A collection of scriptural meditations from Saints and Fathers of the Church.

In general, loquacity opens the doors of the soul, and the devout warmth of the heart at once escapes. Empty talk does the same, but even more so… Empty talk is the door to criticism and slander, the spreader of false rumors and opinions, the sower of discord and strife. It stifles the taste for mental work and almost always serves as a cover for the absence of sound knowledge…

But let us speak that which is good, to the edification of faith. That is, to speak only what will help to build up our neighbor in virtue; nothing more than that.

Love of God proceeds from conversing with him; this conversation of prayer comes about through stillness, and stillness comes with the stripping away of the self.

He who guards his lips preserves his soul; but he who is bold with his lips dishonors himself.

The intellect becomes a stranger to the things of this world when its attachment to the senses has been completely sundered.

Teach your mouth to say what is in your heart.

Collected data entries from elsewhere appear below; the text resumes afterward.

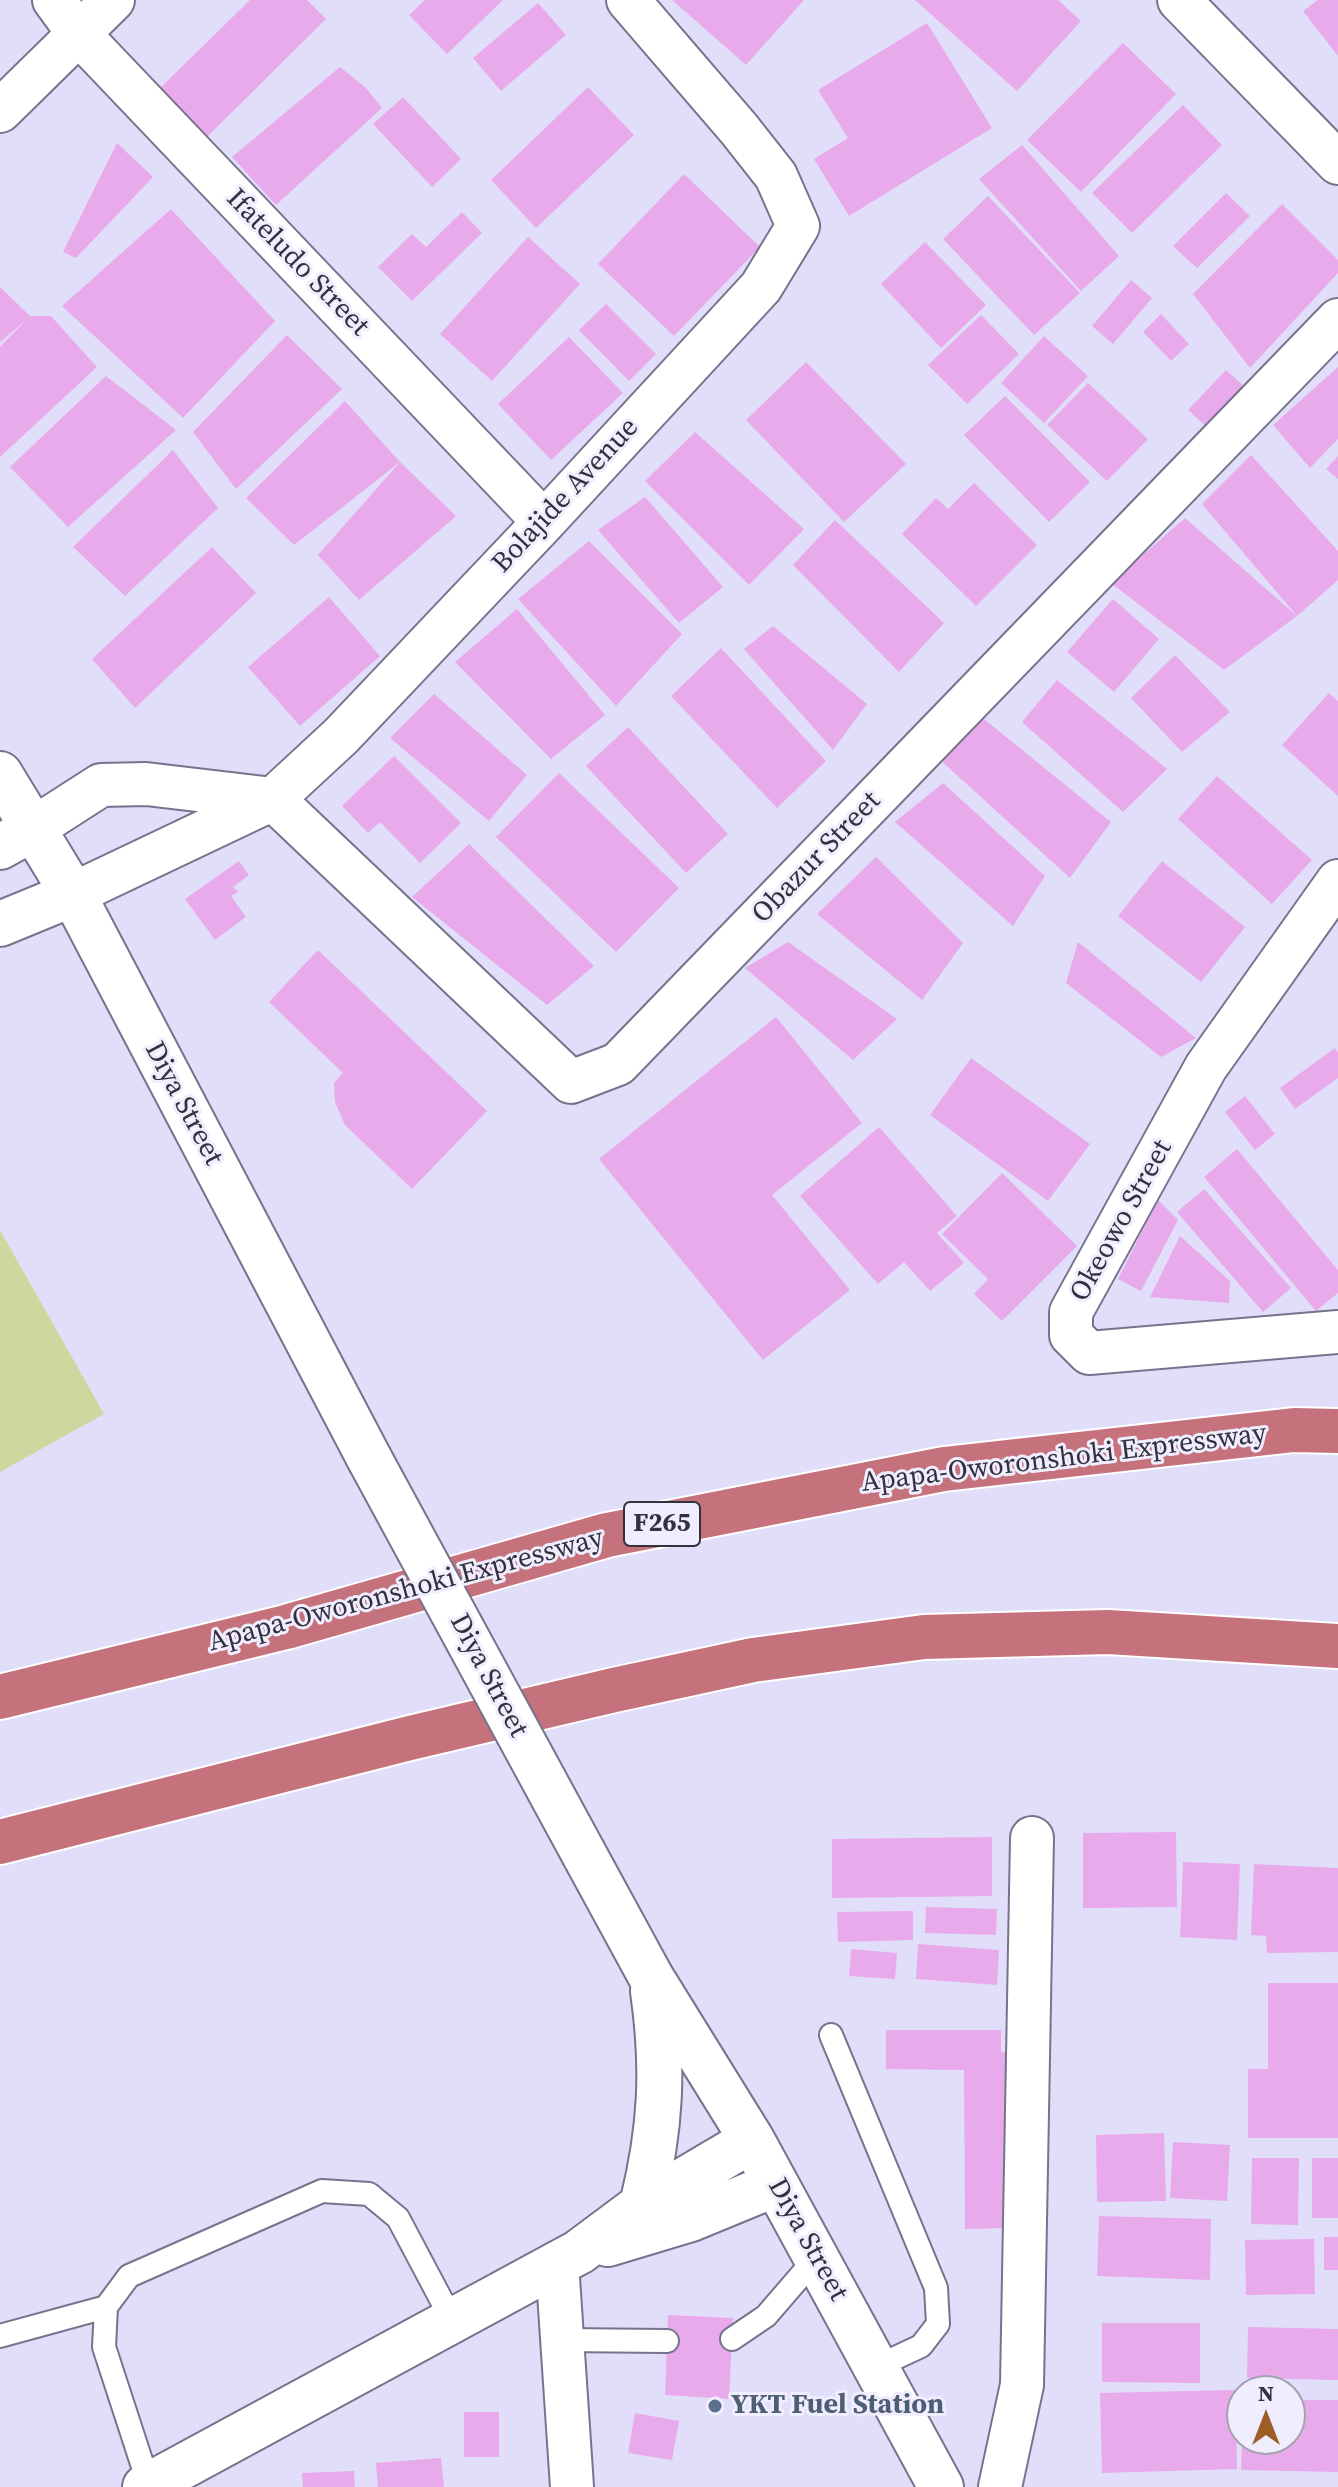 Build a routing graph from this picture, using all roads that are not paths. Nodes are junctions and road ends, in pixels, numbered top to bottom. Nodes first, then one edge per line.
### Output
1 (113, 0) edge
2 (628, 0) edge
3 (1179, 0) edge
4 (66, 16) edge
5 (0, 111) edge
6 (1338, 163) edge
7 (1338, 320) edge
8 (544, 522) junction
9 (0, 774) edge
10 (273, 799) junction
11 (17, 838) edge
12 (1338, 881) edge
13 (73, 894) junction
14 (0, 924) edge
15 (1338, 1332) edge
16 (1338, 1431) edge
17 (1329, 1647) edge
18 (5, 1695) edge
19 (95, 1817) junction
20 (1032, 1838) dead end
21 (0, 1842) edge
22 (0, 1853) edge
23 (651, 1977) junction
24 (831, 2035) dead end
25 (752, 2140) junction
26 (776, 2184) junction
27 (642, 2205) junction
28 (568, 2258) junction
29 (816, 2258) junction
30 (106, 2307) junction
31 (452, 2320) junction
32 (0, 2336) edge
33 (732, 2339) dead end
34 (562, 2340) junction
35 (667, 2341) dead end
36 (876, 2367) junction
37 (147, 2486) edge
38 (572, 2487) edge
39 (941, 2487) edge
40 (1000, 2487) edge

1 - 4 street
2 - 8 street, Bolajide Avenue
3 - 6 street
4 - 5 street
4 - 8 street, Ifateludo Street
7 - 10 street, Obazur Street
8 - 10 street, Bolajide Avenue
9 - 11 main road, Diya Street
10 - 11 street
10 - 13 street, Bolajide Avenue
11 - 13 main road, Diya Street
12 - 15 street, Okeowo Street
13 - 14 main road
13 - 23 main road, Diya Street, bridge
16 - 18 highway, Apapa-Oworonshoki Expressway / F265
17 - 19 highway
19 - 21 highway
19 - 22 highway
20 - 40 street
23 - 25 main road, Diya Street
23 - 27 main road
24 - 36 lane
25 - 26 main road, Diya Street
25 - 27 main road
26 - 28 main road
26 - 29 main road, Diya Street
27 - 28 main road
28 - 31 main road
28 - 34 street
29 - 33 lane
29 - 36 main road, Diya Street
30 - 31 lane
30 - 32 lane
30 - 37 lane
31 - 37 main road
34 - 35 lane
34 - 38 street
36 - 39 main road, Diya Street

When the door of steam baths is continually left open, the heat inside rapidly escapes through it; likewise the soul in its desire to say many things, dissipates the remembrance of God through the door of speech, even though everything it says may be good. Ideas of value always shun verbosity, being foreign to confusion and fantasy. Timely silence, then, is precious, for it is nothing less than the mother of the wisest thoughts.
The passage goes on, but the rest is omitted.